The issued share capital of the assessee-company was Rs.15 crore. Out of the share capital of Rs.15 crore, the share capital worth Rs.14.70 crore was held by IIPL. After the merger the share capital of the assessee company became Rs.6 crore. Shareholding of IIPL had been cancelled pursuant to the merger. As a result of merger more than 51% of the share capital which was held earlier by IIPL was reduced to nil. The AO held that the above change in the shareholding pattern had resulted in violation of conditions laid down in section 79 of the Income-tax Act for allowability of set-off of carried forward business loss.

In the present case it may be noted that IIPL was holding 98% of the shares of the appellant-company. On the other hand 100 per cent shares of IIPL were held by four persons of the family who were having the control and management of the IIPL as well as of the appellant-company. Because of the merger of IIPL into the appellant-company, the former came to an end, as a result of which the shares of amalgamated company were allotted to the shareholders of IIPL.
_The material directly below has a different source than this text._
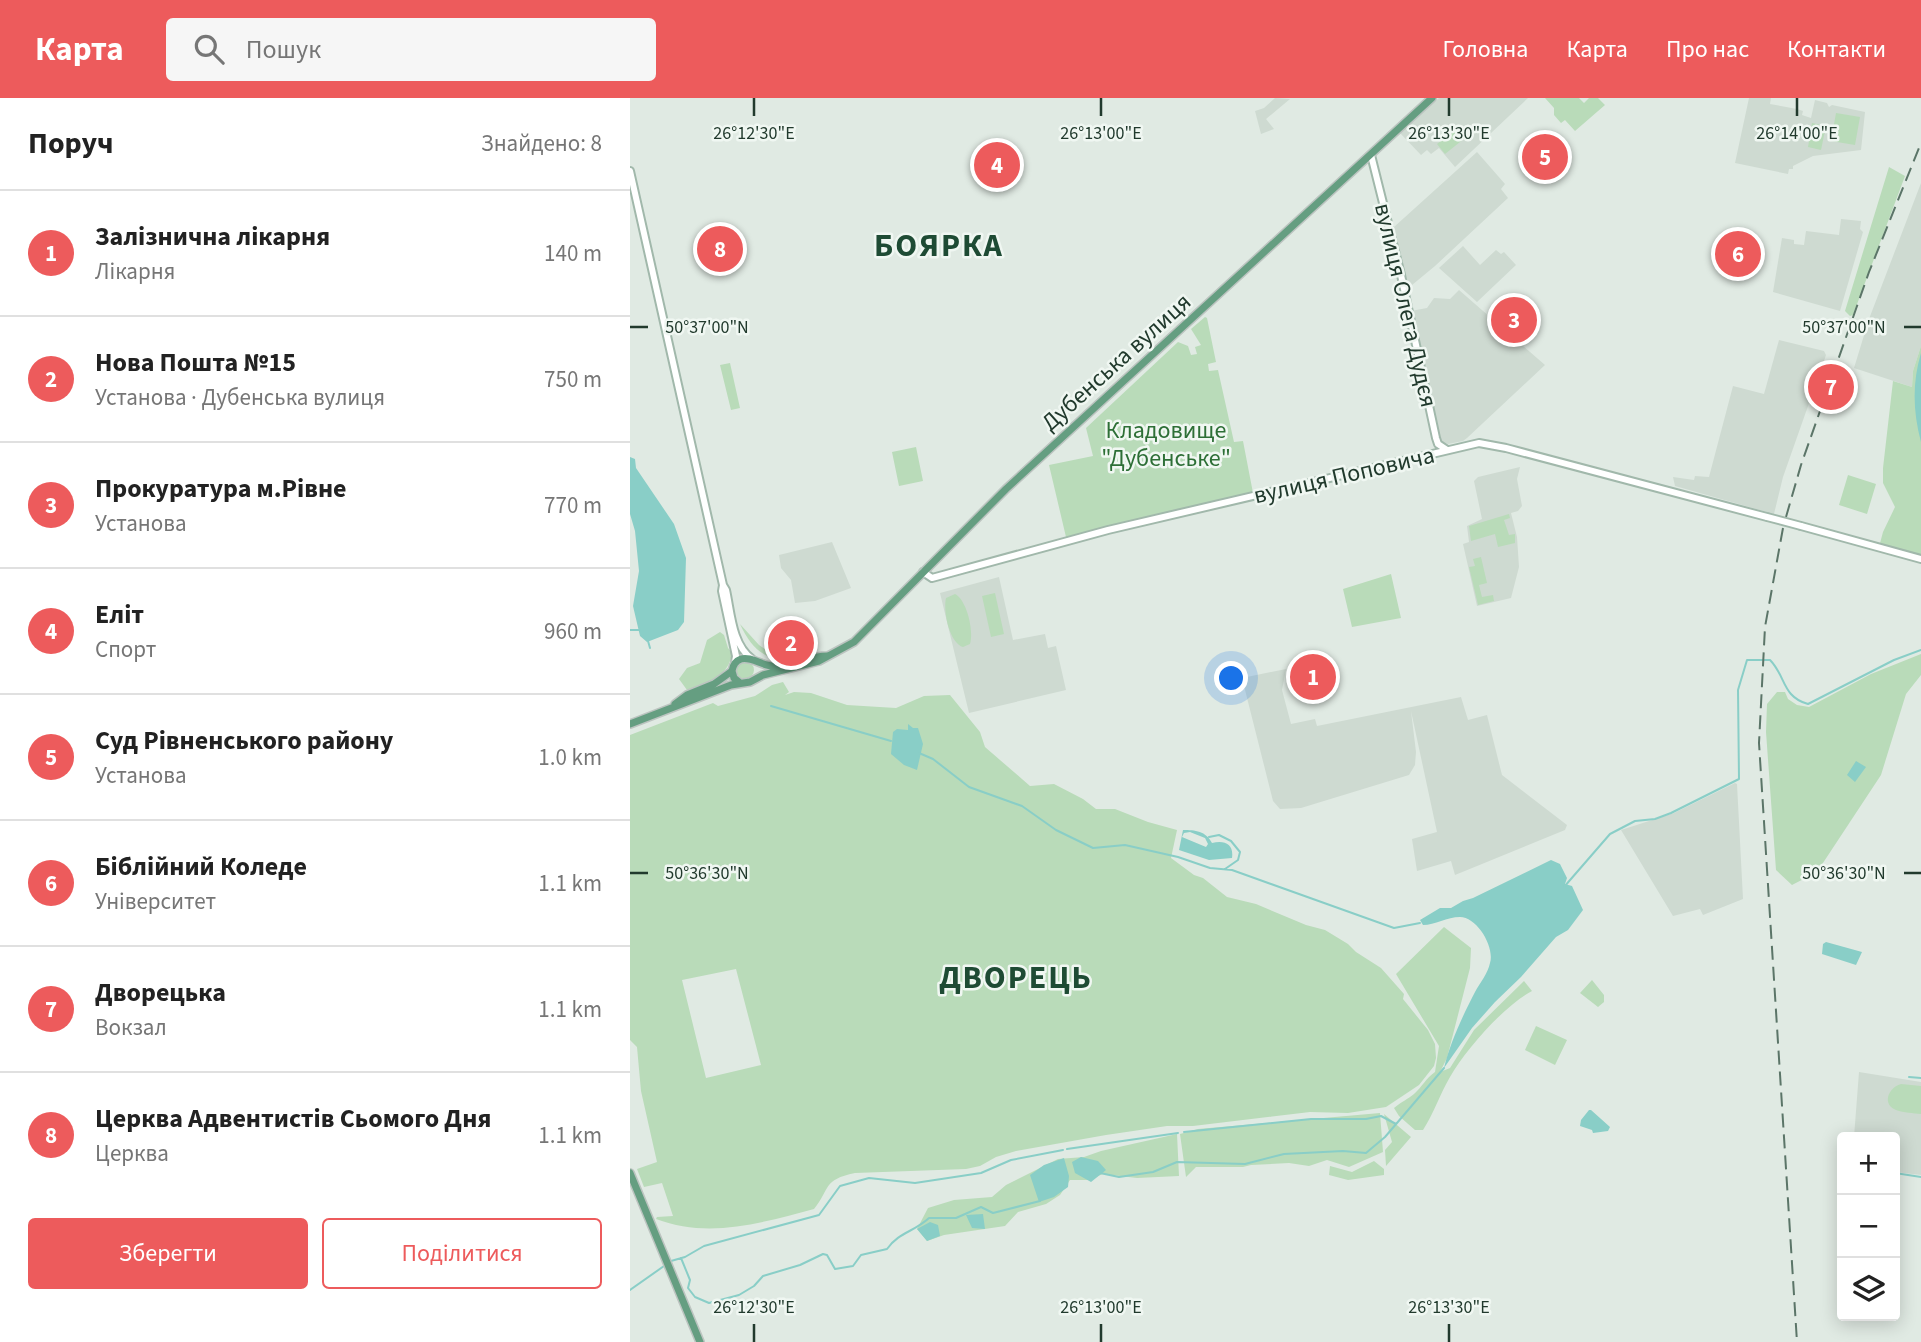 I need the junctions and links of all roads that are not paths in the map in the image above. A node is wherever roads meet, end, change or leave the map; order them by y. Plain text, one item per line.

Thus, it is clear that there is no change in the management of the company which remained with the same family (set of persons) which was earlier exercising control. The assessee submitted a list of directors on the board of the two companies prior to the merger as well as the directors on the board of merged company. It remained in the same hands. Thus, the learned CIT(A) is correct in holding that the change in more than 51% was due to merger in two companies. There was no change in control and management. The CBDT vide Circular No. 528 clarified that set-off of brought forward losses will not be denied where change in shareholding takes place due to death of any shareholder. The case of the present merger is akin to death of shareholder. In the case death of a living person the shares held by him get transferred to his legal heirs. Similarly when existence of a company is legally finished, the benefit of assets held by it (including shares of other company) will pass on to its shareholders. Therefore, the provision of section 79 were not applicable in the facts of the present case.